BEGIN Data for processing
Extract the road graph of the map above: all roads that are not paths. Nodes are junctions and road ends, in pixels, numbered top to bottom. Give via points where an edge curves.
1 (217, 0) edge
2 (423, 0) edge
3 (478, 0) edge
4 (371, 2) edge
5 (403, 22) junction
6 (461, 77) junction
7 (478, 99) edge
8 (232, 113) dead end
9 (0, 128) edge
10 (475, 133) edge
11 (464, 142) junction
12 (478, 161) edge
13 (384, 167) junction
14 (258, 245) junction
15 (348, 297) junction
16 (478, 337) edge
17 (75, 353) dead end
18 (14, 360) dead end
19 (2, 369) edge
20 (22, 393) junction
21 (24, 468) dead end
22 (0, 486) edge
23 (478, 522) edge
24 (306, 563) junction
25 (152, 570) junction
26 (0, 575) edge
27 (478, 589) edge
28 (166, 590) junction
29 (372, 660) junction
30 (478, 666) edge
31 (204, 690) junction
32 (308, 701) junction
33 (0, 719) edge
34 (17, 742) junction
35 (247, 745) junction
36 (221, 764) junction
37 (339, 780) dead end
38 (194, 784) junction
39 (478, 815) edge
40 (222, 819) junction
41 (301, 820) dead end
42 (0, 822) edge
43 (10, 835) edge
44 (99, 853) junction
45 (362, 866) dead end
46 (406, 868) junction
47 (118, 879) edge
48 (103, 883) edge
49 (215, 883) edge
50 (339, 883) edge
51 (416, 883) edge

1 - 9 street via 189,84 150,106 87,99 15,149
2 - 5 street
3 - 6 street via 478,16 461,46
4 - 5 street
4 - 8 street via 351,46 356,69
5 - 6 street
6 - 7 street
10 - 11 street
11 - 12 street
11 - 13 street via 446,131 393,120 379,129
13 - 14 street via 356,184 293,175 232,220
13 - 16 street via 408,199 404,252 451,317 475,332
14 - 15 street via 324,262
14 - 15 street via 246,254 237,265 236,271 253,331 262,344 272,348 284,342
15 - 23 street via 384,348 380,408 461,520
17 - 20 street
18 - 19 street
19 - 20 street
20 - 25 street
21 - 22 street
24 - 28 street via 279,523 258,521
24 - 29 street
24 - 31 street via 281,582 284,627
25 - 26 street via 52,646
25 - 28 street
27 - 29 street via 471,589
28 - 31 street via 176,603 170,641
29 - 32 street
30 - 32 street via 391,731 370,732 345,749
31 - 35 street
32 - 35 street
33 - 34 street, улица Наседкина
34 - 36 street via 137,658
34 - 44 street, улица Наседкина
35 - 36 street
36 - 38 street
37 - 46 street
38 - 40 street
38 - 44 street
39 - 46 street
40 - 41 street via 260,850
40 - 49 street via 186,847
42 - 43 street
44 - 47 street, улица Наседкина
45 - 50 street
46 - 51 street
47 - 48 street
END Data for processing
**What this task involves:** What lines in the material above include "Наседкина"? Copy every one of them.

**Solution to the problem:**
33 - 34 street, улица Наседкина
34 - 44 street, улица Наседкина
44 - 47 street, улица Наседкина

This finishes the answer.